• WHAT IS REQUIRED
When a line below contains the word "Kingsley", copy that line.

• Extracted data entries
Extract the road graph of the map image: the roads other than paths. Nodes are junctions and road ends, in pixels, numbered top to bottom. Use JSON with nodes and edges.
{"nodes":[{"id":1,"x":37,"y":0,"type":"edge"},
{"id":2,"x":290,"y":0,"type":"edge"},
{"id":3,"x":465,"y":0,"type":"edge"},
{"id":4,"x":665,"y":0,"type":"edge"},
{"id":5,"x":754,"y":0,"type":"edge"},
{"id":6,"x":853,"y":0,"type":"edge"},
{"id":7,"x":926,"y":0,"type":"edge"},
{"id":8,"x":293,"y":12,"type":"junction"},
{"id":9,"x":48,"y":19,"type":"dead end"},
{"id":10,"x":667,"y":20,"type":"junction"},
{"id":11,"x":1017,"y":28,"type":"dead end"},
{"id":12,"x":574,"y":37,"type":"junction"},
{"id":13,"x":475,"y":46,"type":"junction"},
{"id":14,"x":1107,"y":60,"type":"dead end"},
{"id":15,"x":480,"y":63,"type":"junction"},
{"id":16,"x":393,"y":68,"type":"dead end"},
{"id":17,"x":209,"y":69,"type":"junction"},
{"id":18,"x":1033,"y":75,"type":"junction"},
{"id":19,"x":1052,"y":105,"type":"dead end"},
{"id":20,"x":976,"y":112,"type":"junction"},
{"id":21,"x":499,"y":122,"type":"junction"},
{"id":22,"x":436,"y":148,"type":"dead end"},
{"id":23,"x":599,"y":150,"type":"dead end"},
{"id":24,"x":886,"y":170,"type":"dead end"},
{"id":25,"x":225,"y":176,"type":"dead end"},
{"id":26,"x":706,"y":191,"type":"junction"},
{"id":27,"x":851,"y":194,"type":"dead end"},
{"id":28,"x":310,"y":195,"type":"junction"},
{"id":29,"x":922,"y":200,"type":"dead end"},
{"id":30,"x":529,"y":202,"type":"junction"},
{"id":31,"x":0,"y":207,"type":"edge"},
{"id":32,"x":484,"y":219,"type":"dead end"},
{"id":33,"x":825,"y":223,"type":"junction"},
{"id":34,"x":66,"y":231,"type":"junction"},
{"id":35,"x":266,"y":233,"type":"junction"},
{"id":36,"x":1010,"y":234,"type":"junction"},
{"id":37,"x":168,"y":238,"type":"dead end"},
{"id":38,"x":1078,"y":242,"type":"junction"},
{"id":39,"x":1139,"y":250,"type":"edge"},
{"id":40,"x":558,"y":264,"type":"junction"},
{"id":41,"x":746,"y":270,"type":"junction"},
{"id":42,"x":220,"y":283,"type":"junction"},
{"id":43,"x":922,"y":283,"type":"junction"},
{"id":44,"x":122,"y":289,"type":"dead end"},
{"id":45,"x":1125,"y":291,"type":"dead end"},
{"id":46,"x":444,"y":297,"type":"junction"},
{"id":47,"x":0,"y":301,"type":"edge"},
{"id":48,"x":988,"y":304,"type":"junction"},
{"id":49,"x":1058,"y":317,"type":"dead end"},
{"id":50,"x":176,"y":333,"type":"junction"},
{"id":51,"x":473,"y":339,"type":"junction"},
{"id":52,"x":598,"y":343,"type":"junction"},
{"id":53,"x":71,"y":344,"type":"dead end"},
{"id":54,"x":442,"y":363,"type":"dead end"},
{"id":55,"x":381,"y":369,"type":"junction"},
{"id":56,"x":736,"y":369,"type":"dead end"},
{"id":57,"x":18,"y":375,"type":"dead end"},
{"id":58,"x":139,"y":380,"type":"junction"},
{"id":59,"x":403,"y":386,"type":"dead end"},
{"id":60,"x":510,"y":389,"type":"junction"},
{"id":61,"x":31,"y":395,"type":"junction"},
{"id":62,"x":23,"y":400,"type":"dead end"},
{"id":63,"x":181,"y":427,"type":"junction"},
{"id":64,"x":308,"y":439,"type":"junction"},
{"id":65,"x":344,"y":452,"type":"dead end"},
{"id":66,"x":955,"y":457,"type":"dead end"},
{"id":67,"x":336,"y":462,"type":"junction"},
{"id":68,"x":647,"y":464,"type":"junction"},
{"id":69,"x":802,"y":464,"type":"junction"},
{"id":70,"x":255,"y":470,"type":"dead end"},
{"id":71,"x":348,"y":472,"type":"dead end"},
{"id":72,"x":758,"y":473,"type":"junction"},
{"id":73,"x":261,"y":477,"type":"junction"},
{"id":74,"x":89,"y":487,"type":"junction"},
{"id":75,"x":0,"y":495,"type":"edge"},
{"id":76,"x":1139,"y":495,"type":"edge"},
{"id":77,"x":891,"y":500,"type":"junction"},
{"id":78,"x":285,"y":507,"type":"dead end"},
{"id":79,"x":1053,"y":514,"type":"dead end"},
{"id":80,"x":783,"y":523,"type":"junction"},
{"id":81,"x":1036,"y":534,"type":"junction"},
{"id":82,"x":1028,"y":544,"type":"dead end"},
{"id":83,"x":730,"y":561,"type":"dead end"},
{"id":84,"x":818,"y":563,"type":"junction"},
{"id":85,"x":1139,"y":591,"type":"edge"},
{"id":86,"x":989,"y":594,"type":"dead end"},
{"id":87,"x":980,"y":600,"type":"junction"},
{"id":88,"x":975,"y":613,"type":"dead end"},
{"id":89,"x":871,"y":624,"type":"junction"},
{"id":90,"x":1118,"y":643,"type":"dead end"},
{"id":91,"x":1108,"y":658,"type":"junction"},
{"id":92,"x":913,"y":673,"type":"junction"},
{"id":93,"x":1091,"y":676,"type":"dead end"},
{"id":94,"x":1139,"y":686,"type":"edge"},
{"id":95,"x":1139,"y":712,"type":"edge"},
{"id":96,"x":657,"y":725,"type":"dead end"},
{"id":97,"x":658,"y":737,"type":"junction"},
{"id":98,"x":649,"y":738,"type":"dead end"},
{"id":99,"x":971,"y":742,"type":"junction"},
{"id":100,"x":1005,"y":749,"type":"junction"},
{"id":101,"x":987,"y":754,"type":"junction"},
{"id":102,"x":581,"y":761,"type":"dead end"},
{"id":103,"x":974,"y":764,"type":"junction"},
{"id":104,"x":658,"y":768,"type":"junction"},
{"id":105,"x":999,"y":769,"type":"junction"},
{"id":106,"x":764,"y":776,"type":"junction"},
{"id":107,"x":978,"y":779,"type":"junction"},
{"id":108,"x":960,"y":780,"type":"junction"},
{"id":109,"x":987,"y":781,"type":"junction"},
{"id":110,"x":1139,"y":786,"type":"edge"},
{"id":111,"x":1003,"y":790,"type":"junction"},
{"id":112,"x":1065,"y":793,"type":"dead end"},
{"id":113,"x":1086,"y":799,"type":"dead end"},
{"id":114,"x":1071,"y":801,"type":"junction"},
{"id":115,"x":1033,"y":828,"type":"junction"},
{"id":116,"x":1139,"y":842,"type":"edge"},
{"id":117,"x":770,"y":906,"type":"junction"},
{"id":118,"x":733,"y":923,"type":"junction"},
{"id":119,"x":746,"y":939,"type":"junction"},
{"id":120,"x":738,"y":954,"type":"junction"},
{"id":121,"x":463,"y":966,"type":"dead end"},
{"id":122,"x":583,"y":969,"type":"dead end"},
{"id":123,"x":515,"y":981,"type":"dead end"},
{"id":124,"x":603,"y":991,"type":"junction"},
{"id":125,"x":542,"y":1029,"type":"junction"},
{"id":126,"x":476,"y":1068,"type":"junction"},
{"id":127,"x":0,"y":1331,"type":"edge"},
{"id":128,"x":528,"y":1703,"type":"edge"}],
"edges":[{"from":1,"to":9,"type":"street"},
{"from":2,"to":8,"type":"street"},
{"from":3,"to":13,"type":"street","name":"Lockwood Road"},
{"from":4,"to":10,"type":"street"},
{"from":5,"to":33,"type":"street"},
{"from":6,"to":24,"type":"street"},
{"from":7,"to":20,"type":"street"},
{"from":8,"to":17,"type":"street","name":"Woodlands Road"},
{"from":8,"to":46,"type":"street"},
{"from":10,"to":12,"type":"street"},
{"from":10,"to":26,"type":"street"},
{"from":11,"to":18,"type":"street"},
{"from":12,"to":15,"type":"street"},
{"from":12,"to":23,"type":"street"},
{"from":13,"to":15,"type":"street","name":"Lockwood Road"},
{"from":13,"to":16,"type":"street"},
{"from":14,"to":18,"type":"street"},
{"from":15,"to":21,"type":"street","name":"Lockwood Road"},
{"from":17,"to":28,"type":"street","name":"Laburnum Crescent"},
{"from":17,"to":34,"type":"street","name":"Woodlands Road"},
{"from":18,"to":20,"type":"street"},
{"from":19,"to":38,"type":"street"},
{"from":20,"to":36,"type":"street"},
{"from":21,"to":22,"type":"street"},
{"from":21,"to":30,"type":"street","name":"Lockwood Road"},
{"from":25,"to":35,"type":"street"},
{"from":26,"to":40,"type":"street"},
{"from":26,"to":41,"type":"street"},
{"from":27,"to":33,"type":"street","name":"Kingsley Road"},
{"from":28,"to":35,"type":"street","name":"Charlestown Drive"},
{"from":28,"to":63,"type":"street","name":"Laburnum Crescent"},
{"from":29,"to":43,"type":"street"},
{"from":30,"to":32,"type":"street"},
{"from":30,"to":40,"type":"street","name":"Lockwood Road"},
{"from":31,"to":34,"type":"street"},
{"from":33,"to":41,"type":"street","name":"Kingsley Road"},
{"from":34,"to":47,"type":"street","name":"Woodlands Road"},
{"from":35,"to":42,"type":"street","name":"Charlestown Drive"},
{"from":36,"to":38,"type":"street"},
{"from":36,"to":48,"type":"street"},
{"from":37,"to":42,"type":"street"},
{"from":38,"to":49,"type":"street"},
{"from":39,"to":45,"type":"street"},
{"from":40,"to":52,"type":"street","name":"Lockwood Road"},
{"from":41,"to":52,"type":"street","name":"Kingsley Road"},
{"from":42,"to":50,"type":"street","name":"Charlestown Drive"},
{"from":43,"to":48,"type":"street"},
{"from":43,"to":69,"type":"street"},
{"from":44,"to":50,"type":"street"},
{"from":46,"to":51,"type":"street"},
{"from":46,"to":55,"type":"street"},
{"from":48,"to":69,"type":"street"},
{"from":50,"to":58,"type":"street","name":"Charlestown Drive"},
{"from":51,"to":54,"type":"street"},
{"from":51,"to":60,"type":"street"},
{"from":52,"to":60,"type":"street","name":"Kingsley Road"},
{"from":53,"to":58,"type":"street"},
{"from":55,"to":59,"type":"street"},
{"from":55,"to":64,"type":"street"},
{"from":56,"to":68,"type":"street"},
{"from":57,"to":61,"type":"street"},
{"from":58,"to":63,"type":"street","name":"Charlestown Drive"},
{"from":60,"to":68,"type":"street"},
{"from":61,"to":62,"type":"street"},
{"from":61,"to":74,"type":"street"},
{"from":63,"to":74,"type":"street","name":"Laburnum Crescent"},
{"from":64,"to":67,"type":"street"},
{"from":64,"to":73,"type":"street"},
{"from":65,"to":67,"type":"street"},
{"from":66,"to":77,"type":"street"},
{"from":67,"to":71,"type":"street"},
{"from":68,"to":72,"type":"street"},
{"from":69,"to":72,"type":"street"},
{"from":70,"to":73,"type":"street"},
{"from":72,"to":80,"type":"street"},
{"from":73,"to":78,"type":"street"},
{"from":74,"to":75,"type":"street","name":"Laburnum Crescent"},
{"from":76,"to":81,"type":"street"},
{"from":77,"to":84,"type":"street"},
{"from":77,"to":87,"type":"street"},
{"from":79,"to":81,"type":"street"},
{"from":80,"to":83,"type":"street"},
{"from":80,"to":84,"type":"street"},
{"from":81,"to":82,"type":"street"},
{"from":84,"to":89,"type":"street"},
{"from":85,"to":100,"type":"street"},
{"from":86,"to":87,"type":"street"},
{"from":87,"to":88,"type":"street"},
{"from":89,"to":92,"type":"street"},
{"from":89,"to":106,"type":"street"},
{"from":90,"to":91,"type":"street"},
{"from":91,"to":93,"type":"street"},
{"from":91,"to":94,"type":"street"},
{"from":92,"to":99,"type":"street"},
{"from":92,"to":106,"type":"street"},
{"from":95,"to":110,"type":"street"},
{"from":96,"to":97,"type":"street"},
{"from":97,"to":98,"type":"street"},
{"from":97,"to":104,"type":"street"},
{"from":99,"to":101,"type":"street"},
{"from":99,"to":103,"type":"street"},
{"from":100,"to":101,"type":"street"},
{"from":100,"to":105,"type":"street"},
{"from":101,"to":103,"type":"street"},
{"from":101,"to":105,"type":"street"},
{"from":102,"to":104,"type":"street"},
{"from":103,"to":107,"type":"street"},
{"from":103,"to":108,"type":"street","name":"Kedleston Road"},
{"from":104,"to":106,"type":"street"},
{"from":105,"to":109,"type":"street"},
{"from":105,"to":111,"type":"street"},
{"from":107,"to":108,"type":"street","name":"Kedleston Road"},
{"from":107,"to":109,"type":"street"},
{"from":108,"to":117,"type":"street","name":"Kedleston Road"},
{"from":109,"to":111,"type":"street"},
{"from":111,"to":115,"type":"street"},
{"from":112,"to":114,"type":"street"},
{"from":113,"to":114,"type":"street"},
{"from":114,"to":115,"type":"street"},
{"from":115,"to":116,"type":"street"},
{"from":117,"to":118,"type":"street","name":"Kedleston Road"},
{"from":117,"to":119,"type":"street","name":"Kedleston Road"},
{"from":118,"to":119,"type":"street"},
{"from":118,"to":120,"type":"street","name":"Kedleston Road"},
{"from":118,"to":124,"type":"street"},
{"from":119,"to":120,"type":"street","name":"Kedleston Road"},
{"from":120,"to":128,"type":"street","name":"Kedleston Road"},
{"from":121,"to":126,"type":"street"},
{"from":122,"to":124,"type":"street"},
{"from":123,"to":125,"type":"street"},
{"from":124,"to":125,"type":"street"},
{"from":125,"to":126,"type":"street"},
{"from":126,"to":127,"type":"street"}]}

• OUTPUT BELOW
{"from":27,"to":33,"type":"street","name":"Kingsley Road"},
{"from":33,"to":41,"type":"street","name":"Kingsley Road"},
{"from":41,"to":52,"type":"street","name":"Kingsley Road"},
{"from":52,"to":60,"type":"street","name":"Kingsley Road"},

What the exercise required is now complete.